- _About this exercise_
Take the listing below and output it exactly, with no images.

*** Material supplied ***

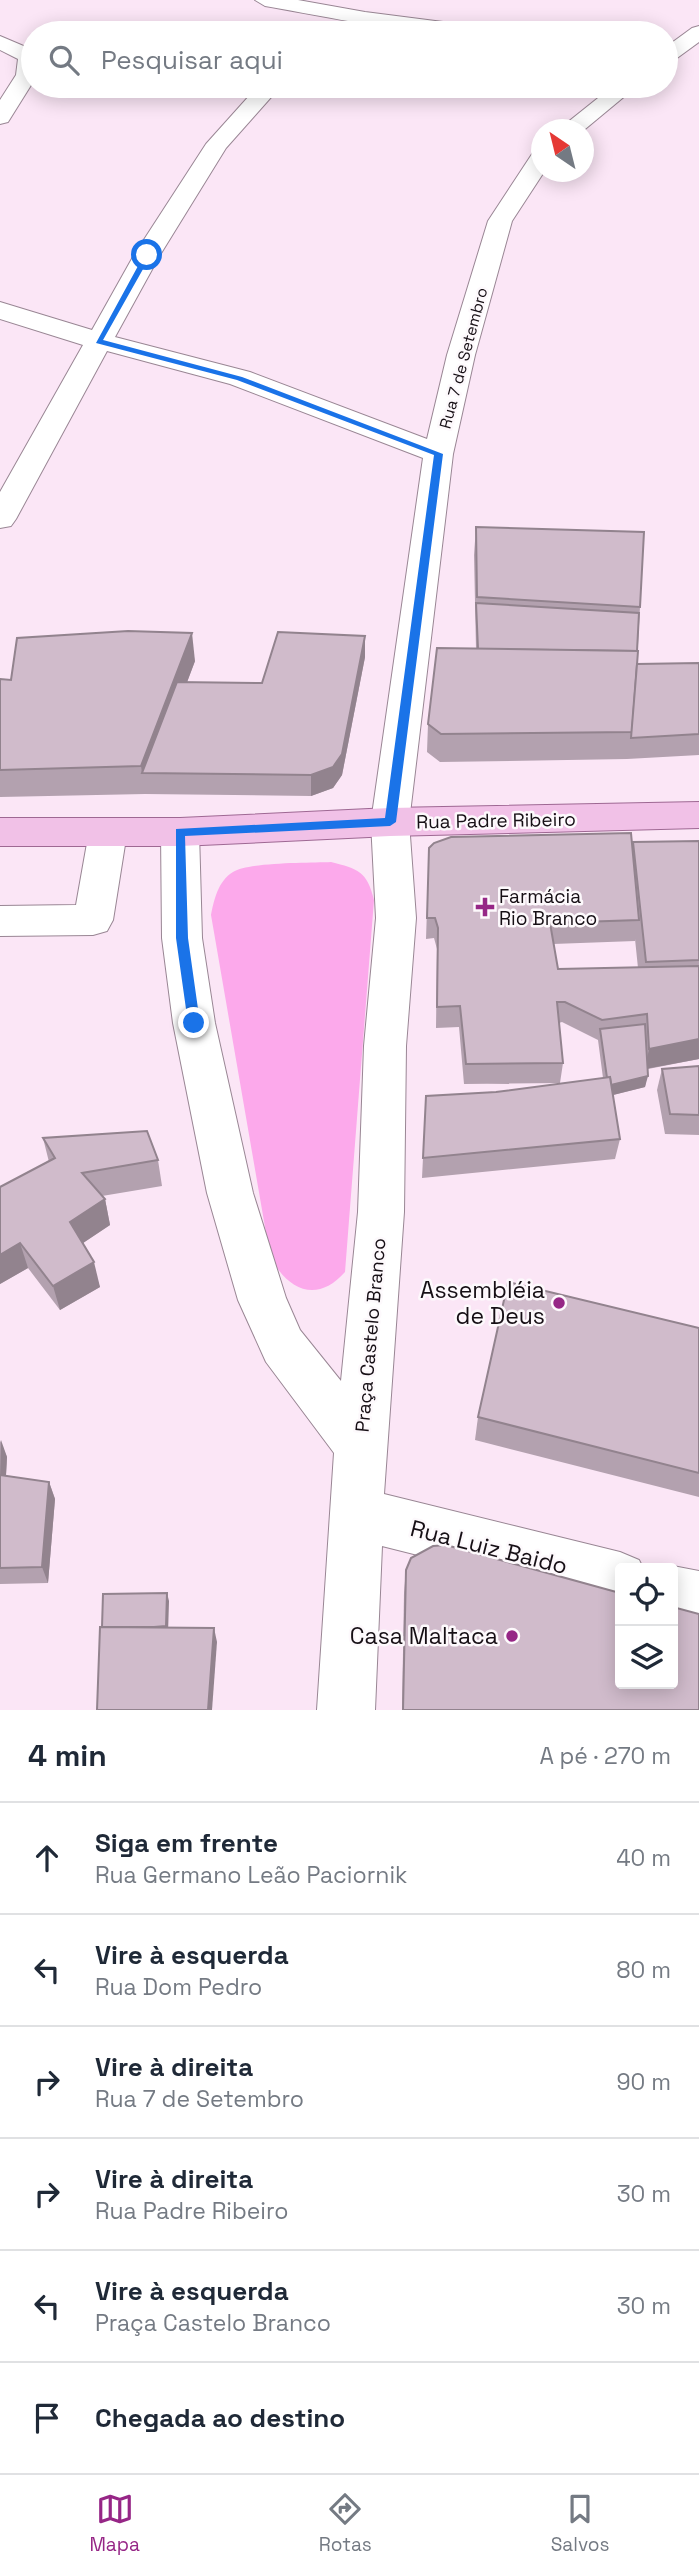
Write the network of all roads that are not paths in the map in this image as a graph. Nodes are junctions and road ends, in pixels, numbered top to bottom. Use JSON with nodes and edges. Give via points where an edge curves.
{"nodes":[{"id":1,"x":265,"y":0,"type":"edge"},
{"id":2,"x":399,"y":0,"type":"edge"},
{"id":3,"x":365,"y":18,"type":"junction"},
{"id":4,"x":360,"y":21,"type":"edge"},
{"id":5,"x":388,"y":21,"type":"edge"},
{"id":6,"x":699,"y":32,"type":"edge"},
{"id":7,"x":0,"y":42,"type":"edge"},
{"id":8,"x":21,"y":52,"type":"edge"},
{"id":9,"x":678,"y":53,"type":"edge"},
{"id":10,"x":21,"y":84,"type":"edge"},
{"id":11,"x":260,"y":98,"type":"edge"},
{"id":12,"x":610,"y":98,"type":"edge"},
{"id":13,"x":0,"y":117,"type":"edge"},
{"id":14,"x":583,"y":119,"type":"edge"},
{"id":15,"x":531,"y":172,"type":"edge"},
{"id":16,"x":0,"y":310,"type":"edge"},
{"id":17,"x":99,"y":341,"type":"junction"},
{"id":18,"x":438,"y":454,"type":"junction"},
{"id":19,"x":0,"y":518,"type":"edge"},
{"id":20,"x":699,"y":815,"type":"edge"},
{"id":21,"x":390,"y":822,"type":"junction"},
{"id":22,"x":0,"y":832,"type":"edge"},
{"id":23,"x":108,"y":832,"type":"junction"},
{"id":24,"x":180,"y":832,"type":"junction"},
{"id":25,"x":0,"y":921,"type":"edge"},
{"id":26,"x":360,"y":1446,"type":"junction"},
{"id":27,"x":358,"y":1514,"type":"junction"},
{"id":28,"x":615,"y":1579,"type":"edge"},
{"id":29,"x":678,"y":1593,"type":"edge"},
{"id":30,"x":699,"y":1599,"type":"edge"},
{"id":31,"x":346,"y":1710,"type":"edge"}],
"edges":[{"from":1,"to":3,"type":"street"},
{"from":2,"to":3,"type":"street"},
{"from":3,"to":4,"type":"street"},
{"from":3,"to":5,"type":"street"},
{"from":6,"to":9,"type":"street"},
{"from":7,"to":8,"type":"street"},
{"from":10,"to":13,"type":"street"},
{"from":11,"to":17,"type":"street","via":[[217,144]]},
{"from":12,"to":14,"type":"street"},
{"from":15,"to":18,"type":"street","name":"Rua 7 de Setembro","via":[[500,221]]},
{"from":16,"to":17,"type":"street"},
{"from":17,"to":18,"type":"street","via":[[240,378]]},
{"from":17,"to":19,"type":"street"},
{"from":18,"to":21,"type":"street","name":"Rua 7 de Setembro"},
{"from":20,"to":21,"type":"main road","name":"Rua Padre Ribeiro"},
{"from":21,"to":24,"type":"main road","name":"Rua Padre Ribeiro"},
{"from":21,"to":26,"type":"street","name":"Praça Castelo Branco","via":[[396,918],[385,1046],[381,1212]]},
{"from":22,"to":23,"type":"main road","name":"Rua Padre Ribeiro"},
{"from":23,"to":24,"type":"main road","name":"Rua Padre Ribeiro"},
{"from":23,"to":25,"type":"street","via":[[93,920]]},
{"from":24,"to":26,"type":"street","name":"Praça Castelo Branco","via":[[182,938],[194,1023],[233,1205],[262,1300],[283,1346]]},
{"from":26,"to":27,"type":"street"},
{"from":27,"to":28,"type":"street","name":"Rua Luiz Baido"},
{"from":27,"to":31,"type":"street"},
{"from":29,"to":30,"type":"street"}]}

*** End of Material supplied ***

- _Exercise output_
Write the network of all roads that are not paths in the map in this image as a graph. Nodes are junctions and road ends, in pixels, numbered top to bottom. Use JSON with nodes and edges. Give via points where an edge curves.
{"nodes":[{"id":1,"x":265,"y":0,"type":"edge"},
{"id":2,"x":399,"y":0,"type":"edge"},
{"id":3,"x":365,"y":18,"type":"junction"},
{"id":4,"x":360,"y":21,"type":"edge"},
{"id":5,"x":388,"y":21,"type":"edge"},
{"id":6,"x":699,"y":32,"type":"edge"},
{"id":7,"x":0,"y":42,"type":"edge"},
{"id":8,"x":21,"y":52,"type":"edge"},
{"id":9,"x":678,"y":53,"type":"edge"},
{"id":10,"x":21,"y":84,"type":"edge"},
{"id":11,"x":260,"y":98,"type":"edge"},
{"id":12,"x":610,"y":98,"type":"edge"},
{"id":13,"x":0,"y":117,"type":"edge"},
{"id":14,"x":583,"y":119,"type":"edge"},
{"id":15,"x":531,"y":172,"type":"edge"},
{"id":16,"x":0,"y":310,"type":"edge"},
{"id":17,"x":99,"y":341,"type":"junction"},
{"id":18,"x":438,"y":454,"type":"junction"},
{"id":19,"x":0,"y":518,"type":"edge"},
{"id":20,"x":699,"y":815,"type":"edge"},
{"id":21,"x":390,"y":822,"type":"junction"},
{"id":22,"x":0,"y":832,"type":"edge"},
{"id":23,"x":108,"y":832,"type":"junction"},
{"id":24,"x":180,"y":832,"type":"junction"},
{"id":25,"x":0,"y":921,"type":"edge"},
{"id":26,"x":360,"y":1446,"type":"junction"},
{"id":27,"x":358,"y":1514,"type":"junction"},
{"id":28,"x":615,"y":1579,"type":"edge"},
{"id":29,"x":678,"y":1593,"type":"edge"},
{"id":30,"x":699,"y":1599,"type":"edge"},
{"id":31,"x":346,"y":1710,"type":"edge"}],
"edges":[{"from":1,"to":3,"type":"street"},
{"from":2,"to":3,"type":"street"},
{"from":3,"to":4,"type":"street"},
{"from":3,"to":5,"type":"street"},
{"from":6,"to":9,"type":"street"},
{"from":7,"to":8,"type":"street"},
{"from":10,"to":13,"type":"street"},
{"from":11,"to":17,"type":"street","via":[[217,144]]},
{"from":12,"to":14,"type":"street"},
{"from":15,"to":18,"type":"street","name":"Rua 7 de Setembro","via":[[500,221]]},
{"from":16,"to":17,"type":"street"},
{"from":17,"to":18,"type":"street","via":[[240,378]]},
{"from":17,"to":19,"type":"street"},
{"from":18,"to":21,"type":"street","name":"Rua 7 de Setembro"},
{"from":20,"to":21,"type":"main road","name":"Rua Padre Ribeiro"},
{"from":21,"to":24,"type":"main road","name":"Rua Padre Ribeiro"},
{"from":21,"to":26,"type":"street","name":"Praça Castelo Branco","via":[[396,918],[385,1046],[381,1212]]},
{"from":22,"to":23,"type":"main road","name":"Rua Padre Ribeiro"},
{"from":23,"to":24,"type":"main road","name":"Rua Padre Ribeiro"},
{"from":23,"to":25,"type":"street","via":[[93,920]]},
{"from":24,"to":26,"type":"street","name":"Praça Castelo Branco","via":[[182,938],[194,1023],[233,1205],[262,1300],[283,1346]]},
{"from":26,"to":27,"type":"street"},
{"from":27,"to":28,"type":"street","name":"Rua Luiz Baido"},
{"from":27,"to":31,"type":"street"},
{"from":29,"to":30,"type":"street"}]}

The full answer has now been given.